Write the data out again in full, with no departure from the original.

Start of Input

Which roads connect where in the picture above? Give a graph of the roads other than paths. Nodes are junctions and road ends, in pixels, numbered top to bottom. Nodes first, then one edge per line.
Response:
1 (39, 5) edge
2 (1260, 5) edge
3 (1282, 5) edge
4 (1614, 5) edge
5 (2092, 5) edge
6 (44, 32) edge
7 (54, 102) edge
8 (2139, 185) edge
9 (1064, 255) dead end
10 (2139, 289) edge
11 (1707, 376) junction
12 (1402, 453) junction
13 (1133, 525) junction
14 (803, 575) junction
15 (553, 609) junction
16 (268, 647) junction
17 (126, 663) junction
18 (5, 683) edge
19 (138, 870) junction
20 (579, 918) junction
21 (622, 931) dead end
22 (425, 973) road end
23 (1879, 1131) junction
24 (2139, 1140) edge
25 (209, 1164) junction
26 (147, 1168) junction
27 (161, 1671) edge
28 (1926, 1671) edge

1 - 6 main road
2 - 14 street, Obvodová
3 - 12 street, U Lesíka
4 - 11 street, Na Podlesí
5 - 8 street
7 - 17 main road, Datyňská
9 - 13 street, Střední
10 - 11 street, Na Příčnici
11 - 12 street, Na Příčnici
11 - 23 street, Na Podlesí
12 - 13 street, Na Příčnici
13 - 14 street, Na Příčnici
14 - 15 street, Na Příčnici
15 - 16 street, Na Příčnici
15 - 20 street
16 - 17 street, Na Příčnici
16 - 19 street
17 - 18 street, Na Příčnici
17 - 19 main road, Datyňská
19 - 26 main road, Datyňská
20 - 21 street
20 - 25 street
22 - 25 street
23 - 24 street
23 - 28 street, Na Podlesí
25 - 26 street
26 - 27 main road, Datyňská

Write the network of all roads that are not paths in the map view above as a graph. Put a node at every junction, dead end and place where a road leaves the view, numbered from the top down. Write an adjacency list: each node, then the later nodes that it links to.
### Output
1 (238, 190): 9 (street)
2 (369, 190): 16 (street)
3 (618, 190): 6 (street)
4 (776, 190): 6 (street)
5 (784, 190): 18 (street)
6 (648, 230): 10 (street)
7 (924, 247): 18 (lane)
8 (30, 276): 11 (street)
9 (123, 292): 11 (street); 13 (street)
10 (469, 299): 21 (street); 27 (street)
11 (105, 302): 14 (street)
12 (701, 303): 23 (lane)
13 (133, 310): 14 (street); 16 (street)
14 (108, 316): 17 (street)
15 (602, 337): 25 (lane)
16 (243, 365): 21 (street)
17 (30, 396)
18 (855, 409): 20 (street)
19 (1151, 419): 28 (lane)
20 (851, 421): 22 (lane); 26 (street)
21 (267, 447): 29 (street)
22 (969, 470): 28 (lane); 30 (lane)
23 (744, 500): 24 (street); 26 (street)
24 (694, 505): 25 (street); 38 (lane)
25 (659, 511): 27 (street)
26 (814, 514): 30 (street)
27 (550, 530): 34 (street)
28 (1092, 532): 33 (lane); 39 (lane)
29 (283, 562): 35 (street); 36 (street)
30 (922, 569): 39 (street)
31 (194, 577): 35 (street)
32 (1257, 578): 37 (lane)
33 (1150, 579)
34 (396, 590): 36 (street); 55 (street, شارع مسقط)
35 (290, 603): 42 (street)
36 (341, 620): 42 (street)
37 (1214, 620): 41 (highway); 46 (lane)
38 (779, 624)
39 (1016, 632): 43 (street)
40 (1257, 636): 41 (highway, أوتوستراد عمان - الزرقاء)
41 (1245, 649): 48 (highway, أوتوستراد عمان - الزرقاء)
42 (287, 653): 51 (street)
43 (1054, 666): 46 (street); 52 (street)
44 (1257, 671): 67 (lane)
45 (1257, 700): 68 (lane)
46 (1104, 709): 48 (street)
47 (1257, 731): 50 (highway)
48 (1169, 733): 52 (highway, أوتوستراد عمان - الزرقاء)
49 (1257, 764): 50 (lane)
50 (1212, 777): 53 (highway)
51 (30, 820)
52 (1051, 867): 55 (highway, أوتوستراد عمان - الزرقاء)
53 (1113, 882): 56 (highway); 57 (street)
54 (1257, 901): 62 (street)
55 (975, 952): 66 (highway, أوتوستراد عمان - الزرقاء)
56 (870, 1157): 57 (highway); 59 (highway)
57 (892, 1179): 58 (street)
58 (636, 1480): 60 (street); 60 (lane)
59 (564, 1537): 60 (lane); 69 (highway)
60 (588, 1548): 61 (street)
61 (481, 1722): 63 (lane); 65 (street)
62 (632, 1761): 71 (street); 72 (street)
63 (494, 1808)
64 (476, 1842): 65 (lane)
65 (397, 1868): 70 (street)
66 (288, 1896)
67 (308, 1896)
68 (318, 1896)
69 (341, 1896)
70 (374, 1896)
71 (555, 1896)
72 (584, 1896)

End of Input

Task output.
Which roads connect where in the picture above? Give a graph of the roads other than paths. Nodes are junctions and road ends, in pixels, numbered top to bottom. Nodes first, then one edge per line.
Response:
1 (39, 5) edge
2 (1260, 5) edge
3 (1282, 5) edge
4 (1614, 5) edge
5 (2092, 5) edge
6 (44, 32) edge
7 (54, 102) edge
8 (2139, 185) edge
9 (1064, 255) dead end
10 (2139, 289) edge
11 (1707, 376) junction
12 (1402, 453) junction
13 (1133, 525) junction
14 (803, 575) junction
15 (553, 609) junction
16 (268, 647) junction
17 (126, 663) junction
18 (5, 683) edge
19 (138, 870) junction
20 (579, 918) junction
21 (622, 931) dead end
22 (425, 973) road end
23 (1879, 1131) junction
24 (2139, 1140) edge
25 (209, 1164) junction
26 (147, 1168) junction
27 (161, 1671) edge
28 (1926, 1671) edge

1 - 6 main road
2 - 14 street, Obvodová
3 - 12 street, U Lesíka
4 - 11 street, Na Podlesí
5 - 8 street
7 - 17 main road, Datyňská
9 - 13 street, Střední
10 - 11 street, Na Příčnici
11 - 12 street, Na Příčnici
11 - 23 street, Na Podlesí
12 - 13 street, Na Příčnici
13 - 14 street, Na Příčnici
14 - 15 street, Na Příčnici
15 - 16 street, Na Příčnici
15 - 20 street
16 - 17 street, Na Příčnici
16 - 19 street
17 - 18 street, Na Příčnici
17 - 19 main road, Datyňská
19 - 26 main road, Datyňská
20 - 21 street
20 - 25 street
22 - 25 street
23 - 24 street
23 - 28 street, Na Podlesí
25 - 26 street
26 - 27 main road, Datyňská

Write the network of all roads that are not paths in the map view above as a graph. Put a node at every junction, dead end and place where a road leaves the view, numbered from the top down. Write an adjacency list: each node, then the later nodes that it links to.
### Output
1 (238, 190): 9 (street)
2 (369, 190): 16 (street)
3 (618, 190): 6 (street)
4 (776, 190): 6 (street)
5 (784, 190): 18 (street)
6 (648, 230): 10 (street)
7 (924, 247): 18 (lane)
8 (30, 276): 11 (street)
9 (123, 292): 11 (street); 13 (street)
10 (469, 299): 21 (street); 27 (street)
11 (105, 302): 14 (street)
12 (701, 303): 23 (lane)
13 (133, 310): 14 (street); 16 (street)
14 (108, 316): 17 (street)
15 (602, 337): 25 (lane)
16 (243, 365): 21 (street)
17 (30, 396)
18 (855, 409): 20 (street)
19 (1151, 419): 28 (lane)
20 (851, 421): 22 (lane); 26 (street)
21 (267, 447): 29 (street)
22 (969, 470): 28 (lane); 30 (lane)
23 (744, 500): 24 (street); 26 (street)
24 (694, 505): 25 (street); 38 (lane)
25 (659, 511): 27 (street)
26 (814, 514): 30 (street)
27 (550, 530): 34 (street)
28 (1092, 532): 33 (lane); 39 (lane)
29 (283, 562): 35 (street); 36 (street)
30 (922, 569): 39 (street)
31 (194, 577): 35 (street)
32 (1257, 578): 37 (lane)
33 (1150, 579)
34 (396, 590): 36 (street); 55 (street, شارع مسقط)
35 (290, 603): 42 (street)
36 (341, 620): 42 (street)
37 (1214, 620): 41 (highway); 46 (lane)
38 (779, 624)
39 (1016, 632): 43 (street)
40 (1257, 636): 41 (highway, أوتوستراد عمان - الزرقاء)
41 (1245, 649): 48 (highway, أوتوستراد عمان - الزرقاء)
42 (287, 653): 51 (street)
43 (1054, 666): 46 (street); 52 (street)
44 (1257, 671): 67 (lane)
45 (1257, 700): 68 (lane)
46 (1104, 709): 48 (street)
47 (1257, 731): 50 (highway)
48 (1169, 733): 52 (highway, أوتوستراد عمان - الزرقاء)
49 (1257, 764): 50 (lane)
50 (1212, 777): 53 (highway)
51 (30, 820)
52 (1051, 867): 55 (highway, أوتوستراد عمان - الزرقاء)
53 (1113, 882): 56 (highway); 57 (street)
54 (1257, 901): 62 (street)
55 (975, 952): 66 (highway, أوتوستراد عمان - الزرقاء)
56 (870, 1157): 57 (highway); 59 (highway)
57 (892, 1179): 58 (street)
58 (636, 1480): 60 (street); 60 (lane)
59 (564, 1537): 60 (lane); 69 (highway)
60 (588, 1548): 61 (street)
61 (481, 1722): 63 (lane); 65 (street)
62 (632, 1761): 71 (street); 72 (street)
63 (494, 1808)
64 (476, 1842): 65 (lane)
65 (397, 1868): 70 (street)
66 (288, 1896)
67 (308, 1896)
68 (318, 1896)
69 (341, 1896)
70 (374, 1896)
71 (555, 1896)
72 (584, 1896)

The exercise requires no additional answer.